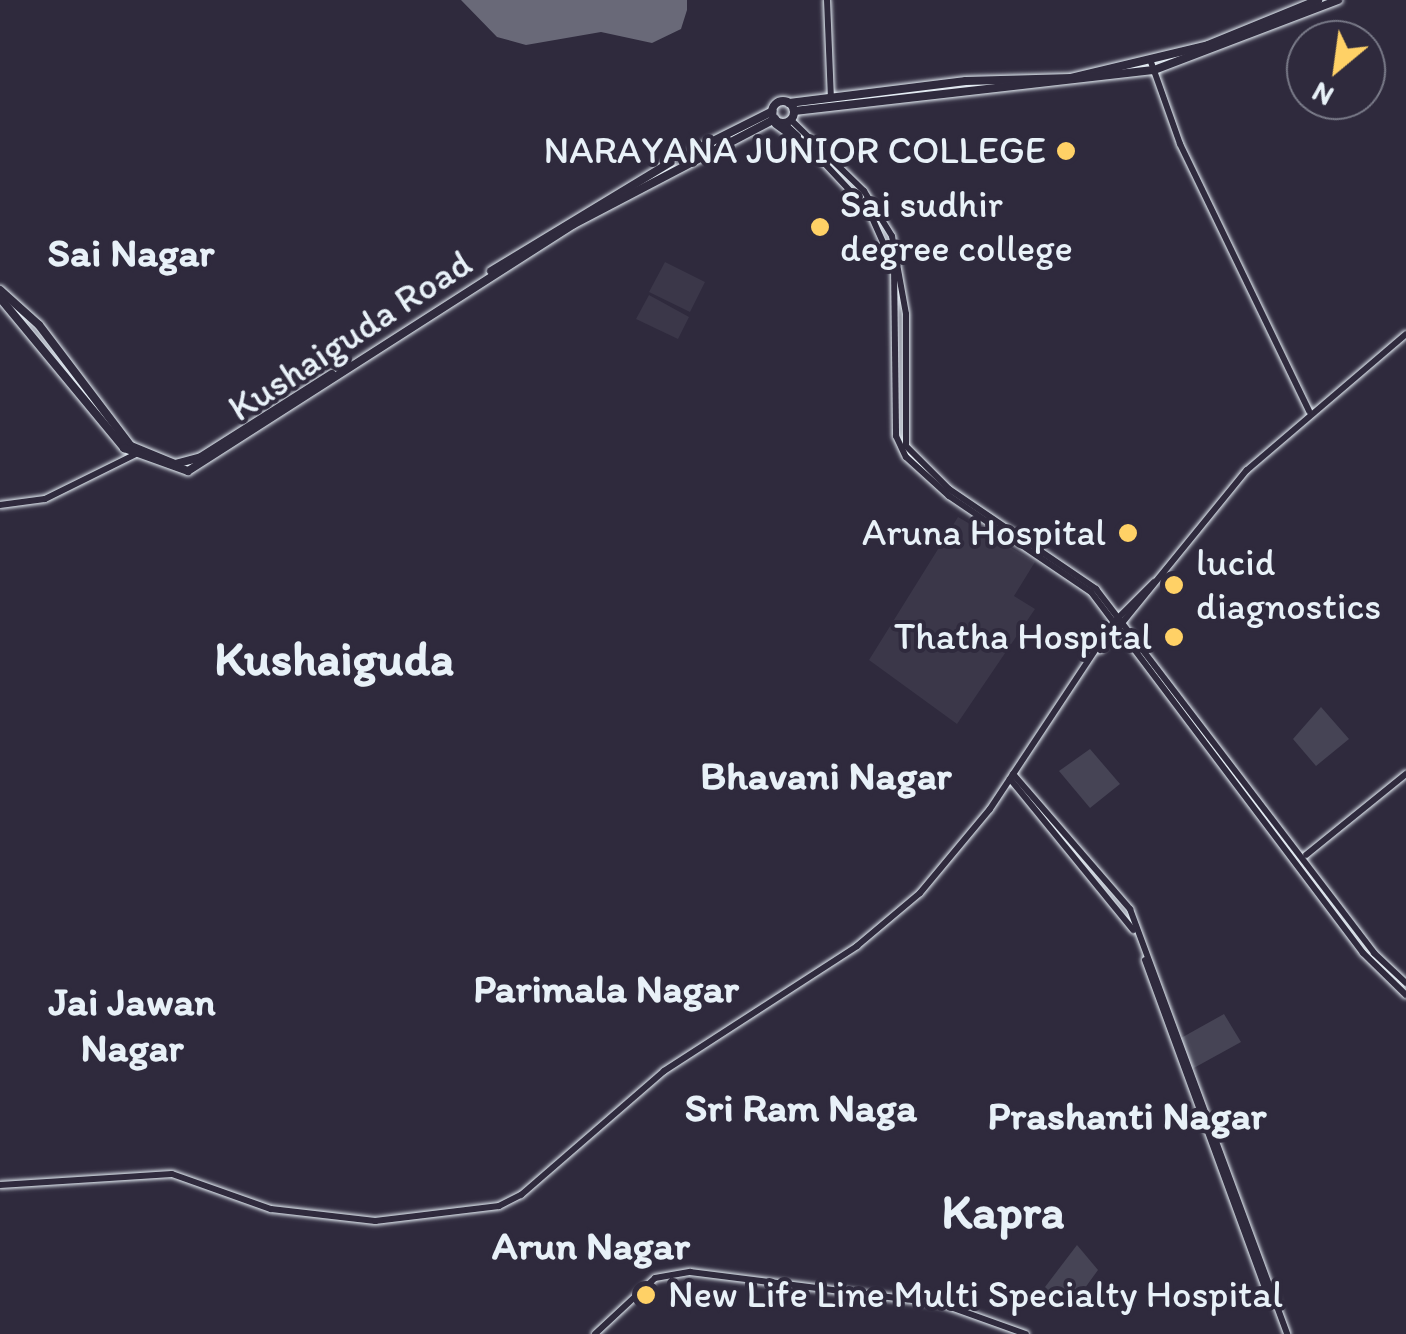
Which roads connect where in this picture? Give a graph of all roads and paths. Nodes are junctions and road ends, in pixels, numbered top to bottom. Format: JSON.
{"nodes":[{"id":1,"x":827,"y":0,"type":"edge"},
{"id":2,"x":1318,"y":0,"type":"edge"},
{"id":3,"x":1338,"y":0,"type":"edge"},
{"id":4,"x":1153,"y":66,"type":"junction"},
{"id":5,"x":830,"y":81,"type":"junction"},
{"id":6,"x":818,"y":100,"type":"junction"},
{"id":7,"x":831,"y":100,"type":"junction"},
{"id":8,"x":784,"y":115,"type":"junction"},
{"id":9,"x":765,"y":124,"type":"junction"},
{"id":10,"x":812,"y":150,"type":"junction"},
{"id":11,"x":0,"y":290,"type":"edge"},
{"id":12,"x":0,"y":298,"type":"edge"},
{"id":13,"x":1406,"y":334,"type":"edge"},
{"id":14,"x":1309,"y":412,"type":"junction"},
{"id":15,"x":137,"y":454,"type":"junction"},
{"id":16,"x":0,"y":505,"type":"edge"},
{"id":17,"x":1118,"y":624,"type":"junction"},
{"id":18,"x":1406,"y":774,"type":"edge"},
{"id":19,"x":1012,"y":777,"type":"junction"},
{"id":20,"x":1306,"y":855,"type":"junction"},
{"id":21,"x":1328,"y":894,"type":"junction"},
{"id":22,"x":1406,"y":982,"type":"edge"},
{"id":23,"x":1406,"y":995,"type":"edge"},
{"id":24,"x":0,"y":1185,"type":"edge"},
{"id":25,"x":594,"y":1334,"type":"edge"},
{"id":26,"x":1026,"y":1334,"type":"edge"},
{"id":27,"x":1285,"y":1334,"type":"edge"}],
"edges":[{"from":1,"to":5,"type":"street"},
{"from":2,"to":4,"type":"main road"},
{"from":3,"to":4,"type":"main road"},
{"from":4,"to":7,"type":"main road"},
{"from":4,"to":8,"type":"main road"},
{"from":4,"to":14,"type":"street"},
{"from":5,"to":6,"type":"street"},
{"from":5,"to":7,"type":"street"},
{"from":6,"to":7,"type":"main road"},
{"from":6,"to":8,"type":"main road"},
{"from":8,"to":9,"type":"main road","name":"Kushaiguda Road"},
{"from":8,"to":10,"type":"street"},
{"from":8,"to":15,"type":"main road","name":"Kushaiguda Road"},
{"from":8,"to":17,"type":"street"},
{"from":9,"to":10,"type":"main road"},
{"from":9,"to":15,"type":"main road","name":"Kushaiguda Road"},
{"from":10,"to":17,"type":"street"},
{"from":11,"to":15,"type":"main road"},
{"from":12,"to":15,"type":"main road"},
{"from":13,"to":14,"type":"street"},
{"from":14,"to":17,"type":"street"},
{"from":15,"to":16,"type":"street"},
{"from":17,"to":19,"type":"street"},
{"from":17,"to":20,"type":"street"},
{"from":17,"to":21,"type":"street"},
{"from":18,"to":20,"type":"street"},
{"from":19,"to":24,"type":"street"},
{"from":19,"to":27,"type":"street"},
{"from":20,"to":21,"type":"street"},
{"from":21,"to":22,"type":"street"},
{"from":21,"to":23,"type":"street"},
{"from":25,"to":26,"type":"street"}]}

* * *

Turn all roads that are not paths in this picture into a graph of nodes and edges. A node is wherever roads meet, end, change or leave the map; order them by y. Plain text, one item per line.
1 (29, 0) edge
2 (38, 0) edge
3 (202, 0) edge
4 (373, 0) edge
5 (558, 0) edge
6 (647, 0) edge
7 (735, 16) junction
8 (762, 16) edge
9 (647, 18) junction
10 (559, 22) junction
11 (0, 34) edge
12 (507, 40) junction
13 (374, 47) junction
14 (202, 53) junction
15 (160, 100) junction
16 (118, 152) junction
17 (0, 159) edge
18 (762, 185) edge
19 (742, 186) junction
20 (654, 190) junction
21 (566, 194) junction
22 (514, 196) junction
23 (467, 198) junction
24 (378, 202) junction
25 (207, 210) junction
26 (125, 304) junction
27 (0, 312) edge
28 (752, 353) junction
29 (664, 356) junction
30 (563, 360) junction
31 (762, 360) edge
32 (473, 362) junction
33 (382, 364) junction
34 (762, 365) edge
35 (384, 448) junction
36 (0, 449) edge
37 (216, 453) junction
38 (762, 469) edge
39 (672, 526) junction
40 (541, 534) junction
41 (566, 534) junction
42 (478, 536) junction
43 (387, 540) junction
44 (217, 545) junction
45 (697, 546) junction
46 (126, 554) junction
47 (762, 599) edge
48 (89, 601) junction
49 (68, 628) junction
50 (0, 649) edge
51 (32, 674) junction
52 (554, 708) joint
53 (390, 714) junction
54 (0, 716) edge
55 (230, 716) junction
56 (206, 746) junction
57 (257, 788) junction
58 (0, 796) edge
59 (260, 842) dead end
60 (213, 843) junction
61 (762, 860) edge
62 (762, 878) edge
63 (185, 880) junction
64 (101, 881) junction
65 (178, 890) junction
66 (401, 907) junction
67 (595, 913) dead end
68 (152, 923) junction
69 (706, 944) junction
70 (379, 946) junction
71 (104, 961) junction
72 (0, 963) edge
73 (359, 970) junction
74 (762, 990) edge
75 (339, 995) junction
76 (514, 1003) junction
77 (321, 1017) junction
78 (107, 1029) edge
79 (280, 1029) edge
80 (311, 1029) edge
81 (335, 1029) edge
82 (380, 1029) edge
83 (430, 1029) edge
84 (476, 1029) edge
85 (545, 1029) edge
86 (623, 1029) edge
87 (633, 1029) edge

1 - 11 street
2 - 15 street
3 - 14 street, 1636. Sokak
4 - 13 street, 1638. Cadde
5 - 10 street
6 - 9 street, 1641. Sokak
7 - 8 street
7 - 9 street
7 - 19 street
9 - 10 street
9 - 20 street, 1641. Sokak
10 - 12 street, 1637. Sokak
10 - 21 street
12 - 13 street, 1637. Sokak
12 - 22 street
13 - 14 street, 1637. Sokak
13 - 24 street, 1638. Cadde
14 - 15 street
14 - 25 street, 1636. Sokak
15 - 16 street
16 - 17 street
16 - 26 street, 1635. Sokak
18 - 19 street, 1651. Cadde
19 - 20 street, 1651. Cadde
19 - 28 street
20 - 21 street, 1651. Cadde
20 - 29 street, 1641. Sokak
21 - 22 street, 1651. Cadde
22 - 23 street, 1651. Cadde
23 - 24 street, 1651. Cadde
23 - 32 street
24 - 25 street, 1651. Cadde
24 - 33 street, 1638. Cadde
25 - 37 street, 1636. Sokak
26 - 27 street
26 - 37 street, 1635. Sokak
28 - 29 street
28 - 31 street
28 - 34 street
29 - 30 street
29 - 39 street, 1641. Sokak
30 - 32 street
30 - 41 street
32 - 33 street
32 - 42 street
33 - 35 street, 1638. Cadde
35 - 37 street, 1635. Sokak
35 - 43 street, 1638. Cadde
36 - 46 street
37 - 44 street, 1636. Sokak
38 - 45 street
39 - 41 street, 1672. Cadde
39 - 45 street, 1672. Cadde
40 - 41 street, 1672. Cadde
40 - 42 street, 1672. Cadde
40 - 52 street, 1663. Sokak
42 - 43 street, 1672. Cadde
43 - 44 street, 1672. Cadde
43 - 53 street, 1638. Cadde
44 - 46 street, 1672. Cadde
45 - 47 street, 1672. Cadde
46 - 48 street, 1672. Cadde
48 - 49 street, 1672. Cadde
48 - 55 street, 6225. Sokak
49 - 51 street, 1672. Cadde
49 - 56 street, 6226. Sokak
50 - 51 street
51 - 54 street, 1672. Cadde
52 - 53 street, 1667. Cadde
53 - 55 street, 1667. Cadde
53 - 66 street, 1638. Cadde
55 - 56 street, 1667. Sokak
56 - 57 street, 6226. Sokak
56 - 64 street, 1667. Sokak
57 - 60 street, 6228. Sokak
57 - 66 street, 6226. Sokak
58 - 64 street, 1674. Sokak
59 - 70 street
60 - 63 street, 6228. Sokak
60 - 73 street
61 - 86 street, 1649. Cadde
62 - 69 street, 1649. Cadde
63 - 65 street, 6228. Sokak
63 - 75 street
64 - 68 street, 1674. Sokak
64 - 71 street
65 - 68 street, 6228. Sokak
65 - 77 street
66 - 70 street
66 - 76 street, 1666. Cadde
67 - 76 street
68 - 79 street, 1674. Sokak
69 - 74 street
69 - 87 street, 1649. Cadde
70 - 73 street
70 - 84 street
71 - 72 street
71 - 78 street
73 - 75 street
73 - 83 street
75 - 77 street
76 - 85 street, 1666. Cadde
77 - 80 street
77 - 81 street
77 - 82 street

--

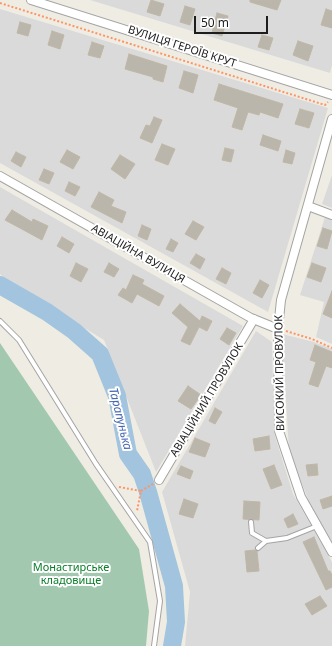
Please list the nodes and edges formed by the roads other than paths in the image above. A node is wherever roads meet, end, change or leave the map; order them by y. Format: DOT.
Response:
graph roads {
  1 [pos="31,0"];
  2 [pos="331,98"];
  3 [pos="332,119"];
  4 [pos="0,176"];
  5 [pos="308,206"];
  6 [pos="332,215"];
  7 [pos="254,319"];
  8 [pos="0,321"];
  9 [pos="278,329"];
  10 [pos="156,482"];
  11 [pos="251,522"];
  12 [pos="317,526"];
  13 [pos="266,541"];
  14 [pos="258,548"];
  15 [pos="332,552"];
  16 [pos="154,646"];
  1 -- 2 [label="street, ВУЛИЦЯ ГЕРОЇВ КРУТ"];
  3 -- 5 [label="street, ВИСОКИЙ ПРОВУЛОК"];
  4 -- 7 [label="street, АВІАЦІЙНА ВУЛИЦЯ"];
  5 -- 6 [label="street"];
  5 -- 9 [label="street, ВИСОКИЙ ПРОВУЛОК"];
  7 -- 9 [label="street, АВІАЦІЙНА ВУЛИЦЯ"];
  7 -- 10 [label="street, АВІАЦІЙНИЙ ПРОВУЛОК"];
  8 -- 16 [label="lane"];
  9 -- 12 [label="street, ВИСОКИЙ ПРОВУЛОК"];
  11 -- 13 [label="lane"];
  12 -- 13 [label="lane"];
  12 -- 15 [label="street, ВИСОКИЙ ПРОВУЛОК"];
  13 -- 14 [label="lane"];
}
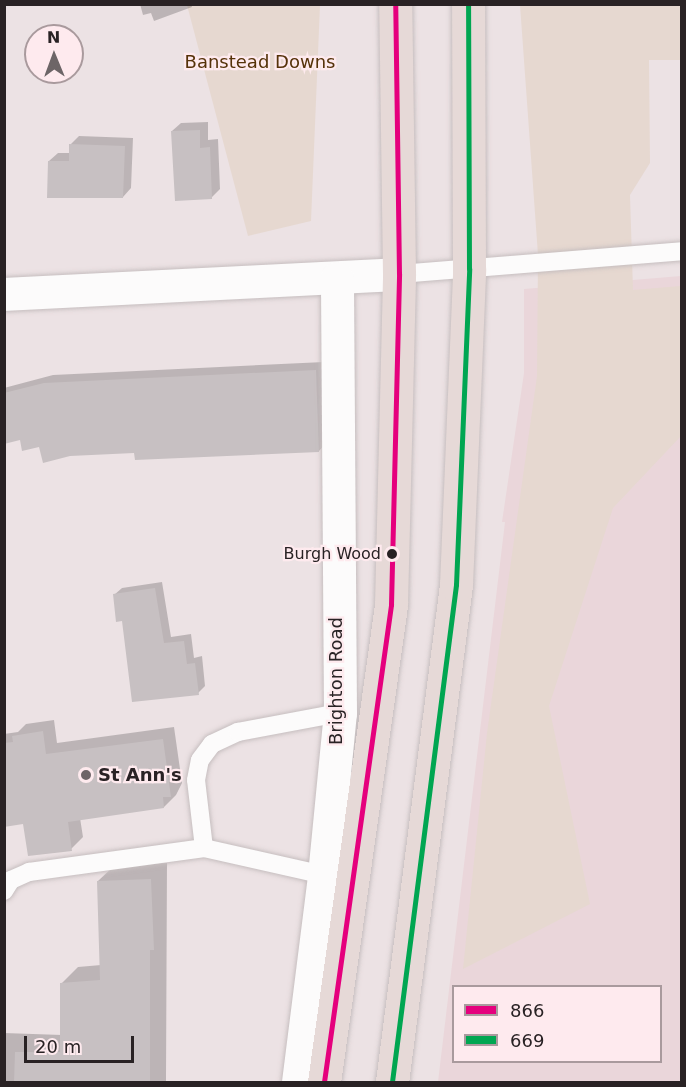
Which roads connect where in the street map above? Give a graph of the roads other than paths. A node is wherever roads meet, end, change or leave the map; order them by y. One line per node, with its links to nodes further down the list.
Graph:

WORK REQUEST: Read the entries and select each line where the word "than" is found.

ANSWER TO THIS TASK:
Please list the nodes and edges formed by the roads other than paths in the image above. A node is wherever roads meet, end, change or leave the map; order them by y. Format: DOT.
Which roads connect where in the street map above? Give a graph of the roads other than paths. A node is wherever roads meet, end, change or leave the map; order them by y. One line per node, with its links to nodes further down the list.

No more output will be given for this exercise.